Hot Summer in Barefoot County: LAME

Tuesday, October 27, 2015

Nymph (1975)



Before he found his niche making TV shows and family-friendly features, director William Dear worked in exploitation cinema, though he displayed no flair for generating trash. Consider Dear’s wretched debut feature, Nymph, a meandering drama about a young man who ventures into the wilds of Michigan’s Upper Peninsula in order to collect his father from a hunting trip because of a family emergency. An attractive young woman tags along for the voyage, though she’s hardly the sexpot described in the movie’s title; quite to the contrary, she’s inhibited by ’70s standards, refraining from intimacy until after she spends several days with her respectful would-be paramour. In fact, the only real sex in the movie, despite the come-on moniker, is a rape scene that happens inside the protagonist’s mind. Yet the lack of saucy content is hardly the biggest problem with this ineptly edited picture. Vast stretches of Nymph comprise shots of animals, bridges, cars, forests, trailers—really any old damn thing that captured Dear’s pictorial fancy—juxtaposed with rotten songs and/or voiceover tracks. Maybe 25 percent of the picture includes actual synchronized sound. And except for the bit when the protagonist and his girl run afoul of rednecks, virtually nothing happens. Dear cuts between dull scenes of the young couple chatting as they drive and even duller scenes of the protagonist’s father wandering through the woods, thinking aloud (by way of voiceover) about the elusive 16-point deer he wants to kill. Nymph is a numbingly uninteresting barrage of disassociated vignettes culminating in an ending so cryptic as to be pointless. The fact that Dear was able to build a career from such humble beginnings is remarkable.

Nymph: SQUARE

Wednesday, September 23, 2015

Hooch (1977)



Before vapid leading man Gil Gerard found his signature role in the campy TV series Buck Rogers in the 25th Century (1979-1981), he appeared in a handful of movies and TV shows, none of which did much to elevate his stardom or to establish Gerard as a talent worthy of serious attention.

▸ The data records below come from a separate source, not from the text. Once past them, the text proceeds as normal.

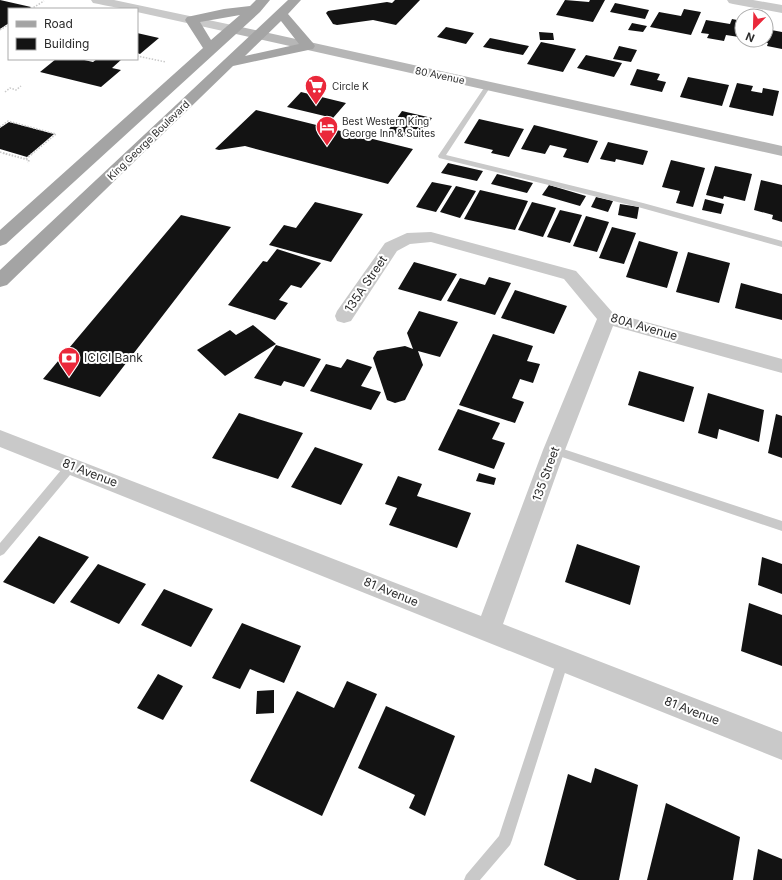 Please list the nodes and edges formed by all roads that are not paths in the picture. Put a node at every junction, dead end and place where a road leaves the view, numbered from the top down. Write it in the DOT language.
graph roads {
  1 [pos="98,0"];
  2 [pos="295,0"];
  3 [pos="733,0"];
  4 [pos="259,4"];
  5 [pos="136,8"];
  6 [pos="138,9"];
  7 [pos="782,9"];
  8 [pos="281,14"];
  9 [pos="192,20"];
  10 [pos="232,29"];
  11 [pos="258,35"];
  12 [pos="308,46"];
  13 [pos="210,49"];
  14 [pos="230,63"];
  15 [pos="488,86"];
  16 [pos="782,150"];
  17 [pos="407,239"];
  18 [pos="0,240"];
  19 [pos="782,244"];
  20 [pos="0,280"];
  21 [pos="344,316"];
  22 [pos="607,318"];
  23 [pos="782,366"];
  24 [pos="0,438"];
  25 [pos="554,450"];
  26 [pos="71,466"];
  27 [pos="782,526"];
  28 [pos="0,551"];
  29 [pos="488,631"];
  30 [pos="563,660"];
  31 [pos="782,746"];
  32 [pos="471,880"];
  1 -- 5 [label="street, 80 Avenue"];
  2 -- 8 [label="main road, King George Boulevard"];
  3 -- 7 [label="street"];
  4 -- 9 [label="main road"];
  4 -- 10 [label="main road"];
  6 -- 9 [label="street, 80 Avenue"];
  8 -- 11 [label="main road, King George Boulevard"];
  8 -- 12 [label="main road"];
  9 -- 10 [label="street, 80 Avenue"];
  9 -- 13 [label="main road"];
  10 -- 11 [label="main road, 80 Avenue"];
  10 -- 13 [label="main road"];
  11 -- 12 [label="main road, 80 Avenue"];
  11 -- 14 [label="main road, King George Boulevard"];
  12 -- 14 [label="main road"];
  12 -- 15 [label="main road, 80 Avenue"];
  13 -- 18 [label="main road"];
  14 -- 20 [label="main road, King George Boulevard"];
  15 -- 16 [label="main road, 80 Avenue"];
  15 -- 19 [label="lane"];
  17 -- 21 [label="street, 135A Street"];
  17 -- 22 [label="street, 80A Avenue"];
  22 -- 23 [label="street, 80A Avenue"];
  22 -- 25 [label="street, 135 Street"];
  24 -- 26 [label="street, 81 Avenue"];
  25 -- 27 [label="lane"];
  25 -- 29 [label="street, 135 Street"];
  26 -- 28 [label="lane"];
  26 -- 29 [label="street, 81 Avenue"];
  29 -- 30 [label="street, 81 Avenue"];
  30 -- 31 [label="street, 81 Avenue"];
  30 -- 32 [label="lane"];
}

Nonetheless, his productivity earned Gerard sufficient stature to claim behind-the-scenes involvement in some of his projects, such as the flavorless and plodding moonshine saga Hooch, for which Gerard served as cowriter and coproducer in addition to playing the starring role. A dull recitation of redneck-cinema clichés that’s populated by one-dimensional stereotypes instead of characters, Hooch is as bereft of entertainment value as it is of original ideas. It’s also poorly made, with anemic character introductions, shoddy transitions, and an undernourished musical score. More than anything, Hooch suffers from a lack of urgency, with the pacing of the movie feeling as laid-back as Gerard’s screen persona. The most that one can say is that Hooch is tolerable, but even mustering that much praise requires effort. It's all just so empty and trite. Gerard plays Eddie Joe, a moonshiner mired in competition with beardy and corpulent Old Bill (William T. Hicks). Eddie Joe juggles relationships with two women, one of whom is Bill's daughter, so we’re meant to perceive him as an irresistible charmer who enjoys living dangerously. The fun-and-games period of Eddie Joe's life ends when New York City gangster Tony (Danny Aiello) arrives as a lead man for crooks seeking to enter the moonshine business. Intrigue of a dimwitted sort ensues. So, too, do unnecessary scenes like the bit of Gerard and costar Melody Rogers performing a country song onstage at a hoedown. Aiello, appearing fairly early in his long career, keeps things lively during his scenes by rendering an over-the-top caricature of a goodfella. Reason enough to watch the flick? Not hardly.